Pull from the data below each line where the word "nodes" occurs, and copy it.

STUDY MATERIAL Start Marker

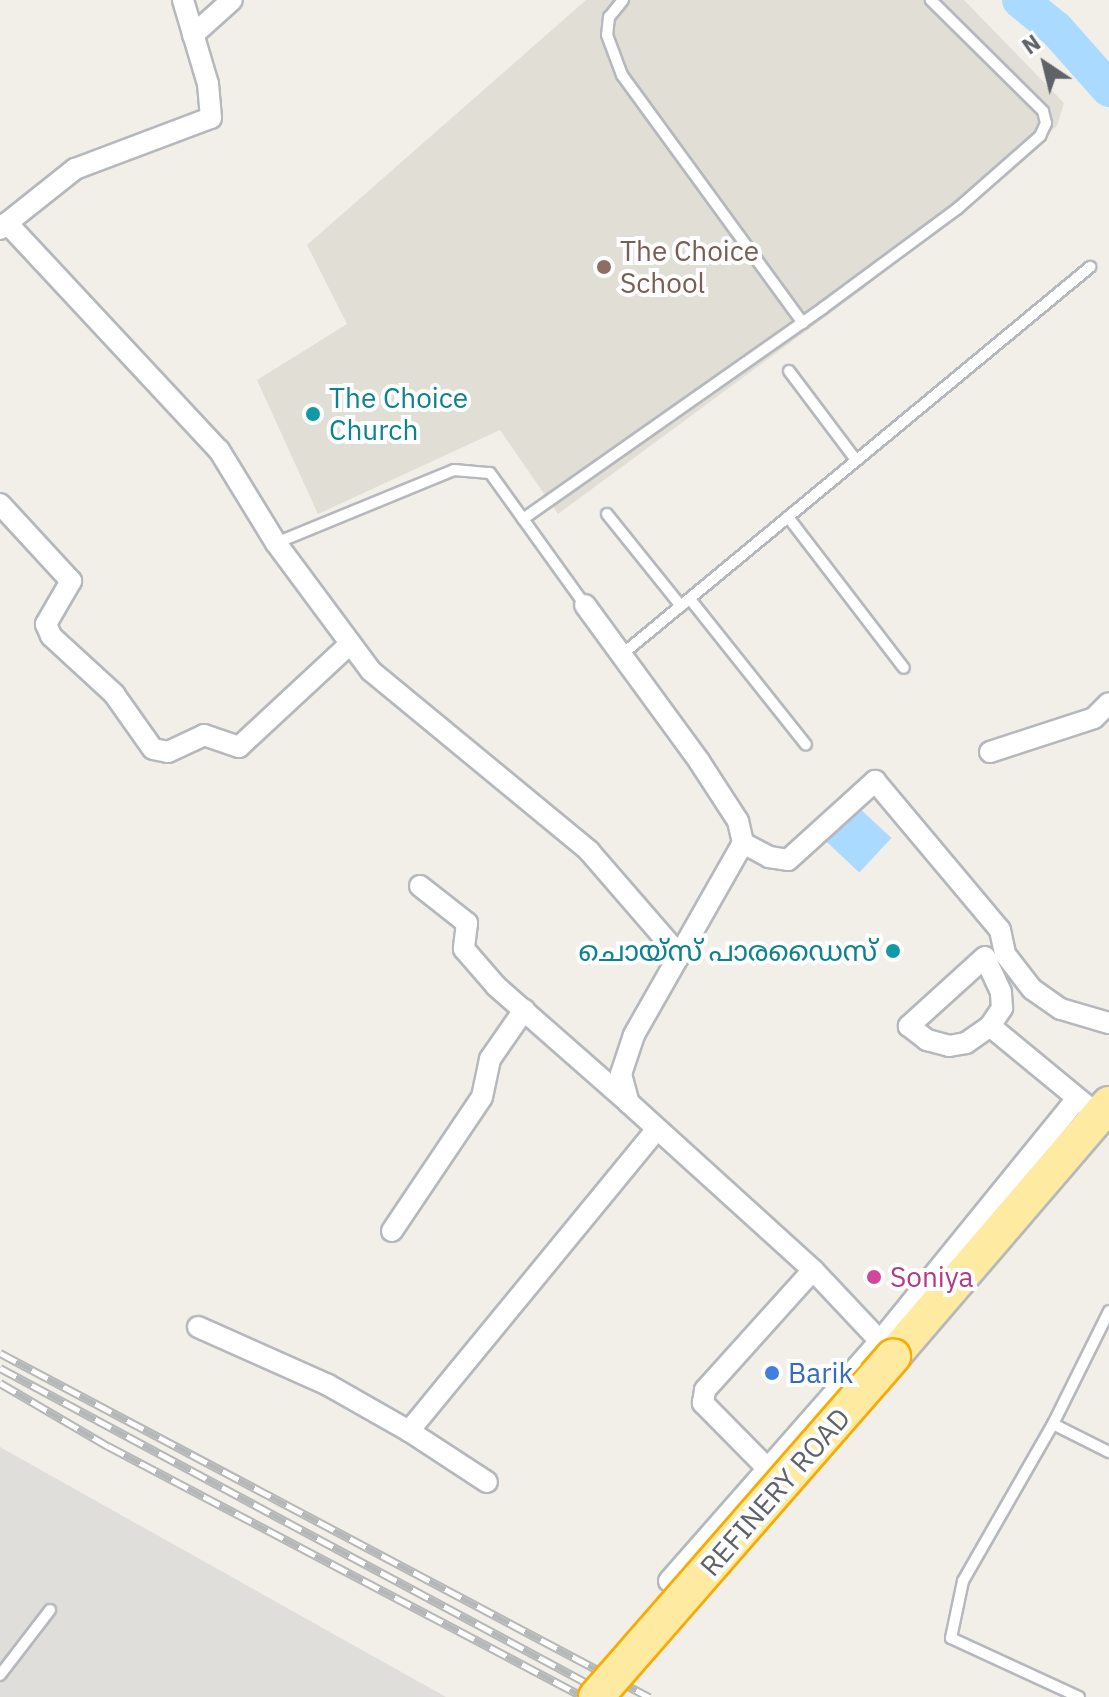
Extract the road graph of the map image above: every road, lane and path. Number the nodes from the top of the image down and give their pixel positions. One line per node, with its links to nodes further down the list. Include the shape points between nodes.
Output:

STUDY MATERIAL End Marker
STUDY MATERIAL Start Marker

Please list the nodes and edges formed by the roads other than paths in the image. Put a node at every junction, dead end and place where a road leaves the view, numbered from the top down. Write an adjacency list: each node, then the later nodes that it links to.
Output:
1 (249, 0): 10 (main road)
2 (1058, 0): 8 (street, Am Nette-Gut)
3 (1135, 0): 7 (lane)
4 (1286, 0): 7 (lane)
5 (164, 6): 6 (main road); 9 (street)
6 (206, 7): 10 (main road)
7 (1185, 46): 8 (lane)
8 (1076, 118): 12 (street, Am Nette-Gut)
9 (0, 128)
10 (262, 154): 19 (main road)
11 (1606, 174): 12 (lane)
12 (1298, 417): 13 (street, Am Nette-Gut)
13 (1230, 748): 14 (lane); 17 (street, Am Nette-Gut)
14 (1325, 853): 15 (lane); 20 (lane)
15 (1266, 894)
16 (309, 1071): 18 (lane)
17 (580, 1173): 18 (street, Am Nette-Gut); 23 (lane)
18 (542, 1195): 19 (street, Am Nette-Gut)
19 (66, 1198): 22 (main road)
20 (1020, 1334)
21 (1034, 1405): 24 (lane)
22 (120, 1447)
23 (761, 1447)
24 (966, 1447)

STUDY MATERIAL End Marker

◆ FINAL ANSWER:
Extract the road graph of the map image above: every road, lane and path. Number the nodes from the top of the image down and give their pixel positions. One line per node, with its links to nodes further down the list. Include the shape points between nodes.
Please list the nodes and edges formed by the roads other than paths in the image. Put a node at every junction, dead end and place where a road leaves the view, numbered from the top down. Write an adjacency list: each node, then the later nodes that it links to.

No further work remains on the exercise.